Description
Eaton is a global manufacturer of highly engineered products in five cyclical business segments: Industrial/Commercial Controls (26% of total), Automotive Components (20%), Truck Components (18%), Fluid Power (29%) and Semiconductor Equipment (7%). ETN has significant market share in all business segments (for example, Industrial/Controls--20% share in North America, Auto Components--shares leadership in engine valves with TRW, Truck Components--80% share in transmission, #1 in clutches, etc., Fluid Power--#1 in Hydraulics, Semiconductor-- shares leadership position with Varian with 40%-45% each); ETN has a strong balance sheet and operations. Industrial cyclical companies are expected to undergo tough comps, especially those that compete in the truck and auto part sectors. As a result, they are all cheap--selling at private-equity valuations. I am convinced that if you are going to own these types of companies, the best ones to own are companies that have an identifiable, potent catalysts. ETN generates plenty of free cash.
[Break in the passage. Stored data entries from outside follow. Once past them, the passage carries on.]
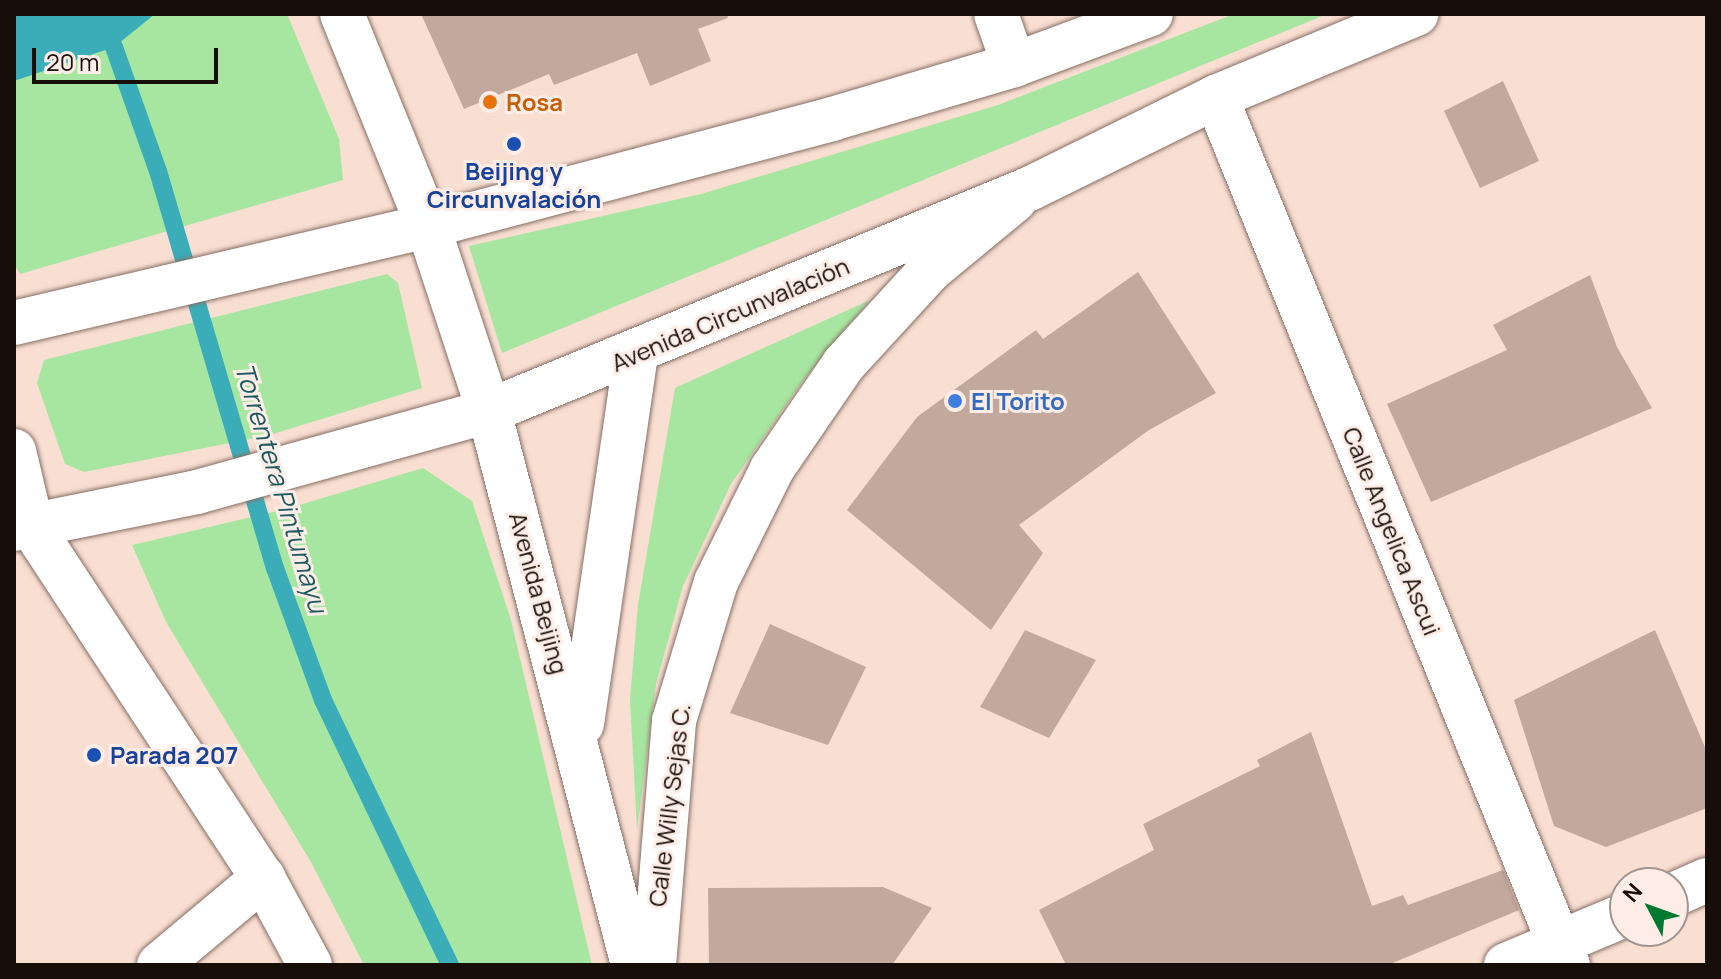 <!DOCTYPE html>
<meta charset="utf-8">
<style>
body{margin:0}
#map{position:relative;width:1721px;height:979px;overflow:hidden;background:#f9ded2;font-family:Manrope,sans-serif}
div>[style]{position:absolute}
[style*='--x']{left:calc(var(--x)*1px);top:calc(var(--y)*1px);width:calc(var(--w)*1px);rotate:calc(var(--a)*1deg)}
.green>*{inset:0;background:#a7e6a0}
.water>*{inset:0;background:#3aadb9}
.stream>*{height:18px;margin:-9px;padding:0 9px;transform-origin:9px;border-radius:9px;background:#3aadb9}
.building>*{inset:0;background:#c2a89d}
.roads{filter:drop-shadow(0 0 2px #866e64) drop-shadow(0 0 2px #866e64)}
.street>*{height:44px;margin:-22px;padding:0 22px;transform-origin:22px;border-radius:22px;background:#fff}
.secondary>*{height:44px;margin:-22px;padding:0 22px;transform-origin:22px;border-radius:22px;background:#fff}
.dots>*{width:22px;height:22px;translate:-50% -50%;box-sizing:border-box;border:4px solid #feede6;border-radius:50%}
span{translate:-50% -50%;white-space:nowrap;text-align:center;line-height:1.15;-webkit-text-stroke:6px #feede6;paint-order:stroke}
.food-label{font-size:24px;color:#c56008;font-weight:700}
.left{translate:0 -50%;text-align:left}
.transit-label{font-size:24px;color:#164399;font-weight:700}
.street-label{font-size:24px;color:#170e0a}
.shop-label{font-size:24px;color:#366cbe;font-weight:700}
.water-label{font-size:26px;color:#19595f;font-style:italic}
.frame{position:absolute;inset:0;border:16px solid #170e0a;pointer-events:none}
.north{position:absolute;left:1609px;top:867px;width:80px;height:80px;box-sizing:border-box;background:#feede6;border:2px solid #a2948e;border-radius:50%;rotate:311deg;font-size:22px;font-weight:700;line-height:32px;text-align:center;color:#170e0a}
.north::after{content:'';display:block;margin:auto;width:28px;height:36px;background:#017a31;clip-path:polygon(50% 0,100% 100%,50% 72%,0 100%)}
.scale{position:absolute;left:32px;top:48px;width:186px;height:36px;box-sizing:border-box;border:4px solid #170e0a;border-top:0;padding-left:10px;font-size:24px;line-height:28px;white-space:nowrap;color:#170e0a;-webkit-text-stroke:6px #feede6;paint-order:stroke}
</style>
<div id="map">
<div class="green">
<i style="clip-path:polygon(14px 14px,287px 14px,339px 139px,343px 180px,20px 274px,14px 264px)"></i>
<i style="clip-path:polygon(1234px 14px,1327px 14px,502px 353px,469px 246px,701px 194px,998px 105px)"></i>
<i style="clip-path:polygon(387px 274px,398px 283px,422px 388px,270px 435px,84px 472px,65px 464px,37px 383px,44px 360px)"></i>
<i style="clip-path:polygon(870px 300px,804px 379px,731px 484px,683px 586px,656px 684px,637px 830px,630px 700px,638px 605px,675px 388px)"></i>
<i style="clip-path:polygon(423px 468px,472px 501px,511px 620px,592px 965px,364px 965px,311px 862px,166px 622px,132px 545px,286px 509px)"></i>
</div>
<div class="water">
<i style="clip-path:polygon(14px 14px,155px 14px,114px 47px,14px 81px)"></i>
</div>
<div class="stream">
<i style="--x:95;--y:14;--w:38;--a:60"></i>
<i style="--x:114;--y:47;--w:132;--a:70.5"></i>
<i style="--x:158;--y:171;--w:414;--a:73.6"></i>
<i style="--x:275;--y:568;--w:140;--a:70"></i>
<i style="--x:323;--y:700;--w:294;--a:64.4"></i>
</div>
<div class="building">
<i style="clip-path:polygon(421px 14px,727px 14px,728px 18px,698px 29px,711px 61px,650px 86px,637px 53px,554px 85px,549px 74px,464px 109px)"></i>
<i style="clip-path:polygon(1503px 81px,1539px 161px,1480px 188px,1444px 111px)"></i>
<i style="clip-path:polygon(1138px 272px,1216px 393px,1149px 430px,1019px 525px,1043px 553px,991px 630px,847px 510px,917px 417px,1036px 330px,1043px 339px)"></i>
<i style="clip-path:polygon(1590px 275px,1617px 347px,1652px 408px,1431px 502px,1387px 404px,1507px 350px,1493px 325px)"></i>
<i style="clip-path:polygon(770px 624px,866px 667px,828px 745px,730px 713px)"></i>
<i style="clip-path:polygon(1025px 630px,1096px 660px,1049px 738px,980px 707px)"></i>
<i style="clip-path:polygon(1655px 630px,1707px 752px,1707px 808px,1606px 847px,1554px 826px,1514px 700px)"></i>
<i style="clip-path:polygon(1311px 732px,1372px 906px,1403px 895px,1408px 905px,1503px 870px,1519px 910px,1388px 965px,1066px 965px,1039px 910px,1154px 850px,1143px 824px,1260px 766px,1257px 760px)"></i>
<i style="clip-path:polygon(883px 887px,932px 908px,892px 965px,709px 965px,708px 888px)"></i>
</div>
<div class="roads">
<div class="street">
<i style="--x:996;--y:14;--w:54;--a:70.6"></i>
<i style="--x:1216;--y:97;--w:937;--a:67.93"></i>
<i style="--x:1673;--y:895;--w:37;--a:-24"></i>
<i style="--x:159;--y:965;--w:136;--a:-39.9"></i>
<i style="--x:654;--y:965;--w:245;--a:-85.3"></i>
<i style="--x:674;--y:721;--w:145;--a:-73.2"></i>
<i style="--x:716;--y:582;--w:126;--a:-63.6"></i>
<i style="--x:772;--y:469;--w:127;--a:-55.6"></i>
<i style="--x:844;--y:364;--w:127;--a:-47.5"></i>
<i style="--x:930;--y:270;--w:110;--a:-39.5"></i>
<i style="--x:1506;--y:965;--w:129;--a:-22.8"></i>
</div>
<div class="secondary">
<i style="--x:342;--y:14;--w:229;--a:67.9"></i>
<i style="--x:428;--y:226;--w:195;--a:71.8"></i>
<i style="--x:489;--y:411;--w:572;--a:75.43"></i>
<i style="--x:14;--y:323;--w:425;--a:-13.2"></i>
<i style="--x:428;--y:226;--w:418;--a:-14.8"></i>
<i style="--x:832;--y:119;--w:190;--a:-16.5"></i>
<i style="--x:1014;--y:65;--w:146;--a:-20.4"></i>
<i style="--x:14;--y:451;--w:78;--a:76.7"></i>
<i style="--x:32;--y:527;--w:420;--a:56.7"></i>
<i style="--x:263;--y:878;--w:99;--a:61.6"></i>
<i style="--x:14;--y:529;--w:187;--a:-11.4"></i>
<i style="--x:197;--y:492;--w:303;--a:-15.5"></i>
<i style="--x:489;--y:411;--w:584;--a:-22.35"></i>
<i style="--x:1029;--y:189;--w:208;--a:-26.2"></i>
<i style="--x:1216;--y:97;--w:217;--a:-22.5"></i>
<i style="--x:582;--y:724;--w:374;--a:-81.7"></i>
</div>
</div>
<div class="dots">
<i style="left:490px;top:102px;background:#e8710a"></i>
<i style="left:514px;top:144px;background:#1a4fb4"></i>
<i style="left:955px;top:401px;background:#3f7fe0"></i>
<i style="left:94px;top:755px;background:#1a4fb4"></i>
</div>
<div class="food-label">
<span class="left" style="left:506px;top:102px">Rosa</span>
</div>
<div class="transit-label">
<span style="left:514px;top:185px">Beijing y<br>Circunvalación</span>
<span class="left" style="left:110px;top:755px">Parada 207</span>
</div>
<div class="street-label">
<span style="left:730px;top:314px;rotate:-23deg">Avenida Circunvalación</span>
<span style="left:1392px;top:531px;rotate:68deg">Calle Angelica Ascui</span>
<span style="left:539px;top:593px;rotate:75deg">Avenida Beijing</span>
<span style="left:669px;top:805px;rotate:-83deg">Calle Willy Sejas C.</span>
</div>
<div class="shop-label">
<span class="left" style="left:971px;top:401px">El Torito</span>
</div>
<div class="water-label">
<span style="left:281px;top:488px;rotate:73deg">Torrentera Pintumayu</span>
</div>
<div class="frame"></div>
<div class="north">N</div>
<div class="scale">20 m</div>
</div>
Free cash flow last year was $387M and $41M this year, EV/EBITDA-CapX of $714M in 1999 and is expected to generate $852 this year. For fiscal year 2000 ending December 31st, the company is trading at 5.2x EV/EBITDA, 8.2x EV/EBITDA-Capx with a P/E of 9.2x. If you look at ETN on a trading valuation basis the valuation becomes more compelling. Putting a comparable 6.7x multiple on the Industrial/Commercial controls segment, 4.7x multiple on the Auto segment, 3.5x on Trucks and a 5.6x on the Fluid Power business (which is on the verge of a turn around) and include all debt and cash, you get a price of $63 for Eaton's stock. This DOES NOT INCLUDE the company's 84% stake in Axcelis (ticker: ACLS @ $12) which adds another $13 per ETN share.
Finally, I particularly like this idea because of what I believe to be temporary negative catalysts: Ford's problems, the trucking/auto-part cycle and the impact of the Euro. While visibility is limited regarding theses factors, I believe value investors who buys ETN below $63 will be rewarded for their patience. The key items to monitor over the next nine to twelve months are:
1) the company's use of cash,
2) its market share gains, and
3) the effectiveness of its cost cutting program
While the there are clear unknowns (i.e., the Euro, truck cycle), I believe owning ETN in the low 60's (or cheaper) provides a strong margin of safety given its balance sheet, market leadership and cash flow generation.
Catalyst
There are five key catalysts:
1) ETN will be spinning off (or may even decide on doing a split-off) of its semi conductor company, Axcelis by year-end;
2) Selling assets (so far, a $330M rev business has been announced);
3) New management with a relentless focus to create shareholder wealth;
4) Company is buying back $500M of its own stock;
5) The trucking disaster is a temporary, negative catalyst. The industry will turn.